■ WHAT IS NEEDED
An identical reprint of the entire listing below is expected.

■ INFORMATION SHOWN
+++

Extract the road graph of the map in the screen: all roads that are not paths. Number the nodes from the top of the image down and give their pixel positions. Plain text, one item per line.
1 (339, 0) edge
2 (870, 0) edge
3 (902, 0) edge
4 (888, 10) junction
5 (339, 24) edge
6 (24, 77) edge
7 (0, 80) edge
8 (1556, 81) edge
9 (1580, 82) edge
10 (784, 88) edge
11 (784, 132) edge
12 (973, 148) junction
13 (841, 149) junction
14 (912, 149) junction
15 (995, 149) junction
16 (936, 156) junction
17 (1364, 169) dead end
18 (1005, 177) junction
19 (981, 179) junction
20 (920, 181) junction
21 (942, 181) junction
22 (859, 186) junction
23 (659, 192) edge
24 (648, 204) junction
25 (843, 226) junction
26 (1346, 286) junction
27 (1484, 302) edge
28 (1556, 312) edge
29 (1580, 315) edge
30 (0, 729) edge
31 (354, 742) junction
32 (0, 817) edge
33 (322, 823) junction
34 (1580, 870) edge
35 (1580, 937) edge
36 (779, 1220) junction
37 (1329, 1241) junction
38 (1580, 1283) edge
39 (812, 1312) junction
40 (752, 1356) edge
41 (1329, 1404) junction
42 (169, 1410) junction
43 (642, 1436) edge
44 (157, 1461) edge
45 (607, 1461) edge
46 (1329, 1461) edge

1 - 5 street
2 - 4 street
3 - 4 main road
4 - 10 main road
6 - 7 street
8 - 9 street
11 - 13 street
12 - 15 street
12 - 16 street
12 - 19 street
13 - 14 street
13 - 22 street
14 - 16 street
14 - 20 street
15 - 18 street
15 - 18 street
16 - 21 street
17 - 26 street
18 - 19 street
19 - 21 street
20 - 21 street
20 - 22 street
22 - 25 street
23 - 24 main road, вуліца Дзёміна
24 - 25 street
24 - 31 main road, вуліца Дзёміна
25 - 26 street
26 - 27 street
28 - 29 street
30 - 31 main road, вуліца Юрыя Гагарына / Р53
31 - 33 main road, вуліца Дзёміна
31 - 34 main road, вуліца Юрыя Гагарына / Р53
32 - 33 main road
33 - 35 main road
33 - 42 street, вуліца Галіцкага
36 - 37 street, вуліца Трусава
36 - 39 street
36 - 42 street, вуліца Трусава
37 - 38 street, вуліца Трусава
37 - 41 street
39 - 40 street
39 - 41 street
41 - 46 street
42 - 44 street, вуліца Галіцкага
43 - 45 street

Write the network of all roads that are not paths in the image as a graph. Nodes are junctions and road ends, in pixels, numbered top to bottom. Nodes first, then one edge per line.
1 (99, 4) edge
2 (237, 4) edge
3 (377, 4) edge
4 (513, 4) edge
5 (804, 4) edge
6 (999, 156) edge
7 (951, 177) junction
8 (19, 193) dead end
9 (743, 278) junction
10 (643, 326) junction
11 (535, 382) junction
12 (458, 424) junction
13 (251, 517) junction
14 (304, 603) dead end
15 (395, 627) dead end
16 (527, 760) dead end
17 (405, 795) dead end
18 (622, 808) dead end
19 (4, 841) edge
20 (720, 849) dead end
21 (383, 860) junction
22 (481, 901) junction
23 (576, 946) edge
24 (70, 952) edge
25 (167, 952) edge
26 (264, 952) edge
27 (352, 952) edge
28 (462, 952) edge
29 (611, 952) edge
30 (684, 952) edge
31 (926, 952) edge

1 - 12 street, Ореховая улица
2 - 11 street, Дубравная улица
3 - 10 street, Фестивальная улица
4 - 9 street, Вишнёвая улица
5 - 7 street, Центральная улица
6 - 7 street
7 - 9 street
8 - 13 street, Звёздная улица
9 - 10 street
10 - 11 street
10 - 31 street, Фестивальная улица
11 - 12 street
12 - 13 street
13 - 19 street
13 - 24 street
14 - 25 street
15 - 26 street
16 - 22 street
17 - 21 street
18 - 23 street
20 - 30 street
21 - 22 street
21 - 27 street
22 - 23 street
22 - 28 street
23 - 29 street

+++

■ SOLUTION TO THIS PROBLEM
Extract the road graph of the map in the screen: all roads that are not paths. Number the nodes from the top of the image down and give their pixel positions. Plain text, one item per line.
1 (339, 0) edge
2 (870, 0) edge
3 (902, 0) edge
4 (888, 10) junction
5 (339, 24) edge
6 (24, 77) edge
7 (0, 80) edge
8 (1556, 81) edge
9 (1580, 82) edge
10 (784, 88) edge
11 (784, 132) edge
12 (973, 148) junction
13 (841, 149) junction
14 (912, 149) junction
15 (995, 149) junction
16 (936, 156) junction
17 (1364, 169) dead end
18 (1005, 177) junction
19 (981, 179) junction
20 (920, 181) junction
21 (942, 181) junction
22 (859, 186) junction
23 (659, 192) edge
24 (648, 204) junction
25 (843, 226) junction
26 (1346, 286) junction
27 (1484, 302) edge
28 (1556, 312) edge
29 (1580, 315) edge
30 (0, 729) edge
31 (354, 742) junction
32 (0, 817) edge
33 (322, 823) junction
34 (1580, 870) edge
35 (1580, 937) edge
36 (779, 1220) junction
37 (1329, 1241) junction
38 (1580, 1283) edge
39 (812, 1312) junction
40 (752, 1356) edge
41 (1329, 1404) junction
42 (169, 1410) junction
43 (642, 1436) edge
44 (157, 1461) edge
45 (607, 1461) edge
46 (1329, 1461) edge

1 - 5 street
2 - 4 street
3 - 4 main road
4 - 10 main road
6 - 7 street
8 - 9 street
11 - 13 street
12 - 15 street
12 - 16 street
12 - 19 street
13 - 14 street
13 - 22 street
14 - 16 street
14 - 20 street
15 - 18 street
15 - 18 street
16 - 21 street
17 - 26 street
18 - 19 street
19 - 21 street
20 - 21 street
20 - 22 street
22 - 25 street
23 - 24 main road, вуліца Дзёміна
24 - 25 street
24 - 31 main road, вуліца Дзёміна
25 - 26 street
26 - 27 street
28 - 29 street
30 - 31 main road, вуліца Юрыя Гагарына / Р53
31 - 33 main road, вуліца Дзёміна
31 - 34 main road, вуліца Юрыя Гагарына / Р53
32 - 33 main road
33 - 35 main road
33 - 42 street, вуліца Галіцкага
36 - 37 street, вуліца Трусава
36 - 39 street
36 - 42 street, вуліца Трусава
37 - 38 street, вуліца Трусава
37 - 41 street
39 - 40 street
39 - 41 street
41 - 46 street
42 - 44 street, вуліца Галіцкага
43 - 45 street

Write the network of all roads that are not paths in the image as a graph. Nodes are junctions and road ends, in pixels, numbered top to bottom. Nodes first, then one edge per line.
1 (99, 4) edge
2 (237, 4) edge
3 (377, 4) edge
4 (513, 4) edge
5 (804, 4) edge
6 (999, 156) edge
7 (951, 177) junction
8 (19, 193) dead end
9 (743, 278) junction
10 (643, 326) junction
11 (535, 382) junction
12 (458, 424) junction
13 (251, 517) junction
14 (304, 603) dead end
15 (395, 627) dead end
16 (527, 760) dead end
17 (405, 795) dead end
18 (622, 808) dead end
19 (4, 841) edge
20 (720, 849) dead end
21 (383, 860) junction
22 (481, 901) junction
23 (576, 946) edge
24 (70, 952) edge
25 (167, 952) edge
26 (264, 952) edge
27 (352, 952) edge
28 (462, 952) edge
29 (611, 952) edge
30 (684, 952) edge
31 (926, 952) edge

1 - 12 street, Ореховая улица
2 - 11 street, Дубравная улица
3 - 10 street, Фестивальная улица
4 - 9 street, Вишнёвая улица
5 - 7 street, Центральная улица
6 - 7 street
7 - 9 street
8 - 13 street, Звёздная улица
9 - 10 street
10 - 11 street
10 - 31 street, Фестивальная улица
11 - 12 street
12 - 13 street
13 - 19 street
13 - 24 street
14 - 25 street
15 - 26 street
16 - 22 street
17 - 21 street
18 - 23 street
20 - 30 street
21 - 22 street
21 - 27 street
22 - 23 street
22 - 28 street
23 - 29 street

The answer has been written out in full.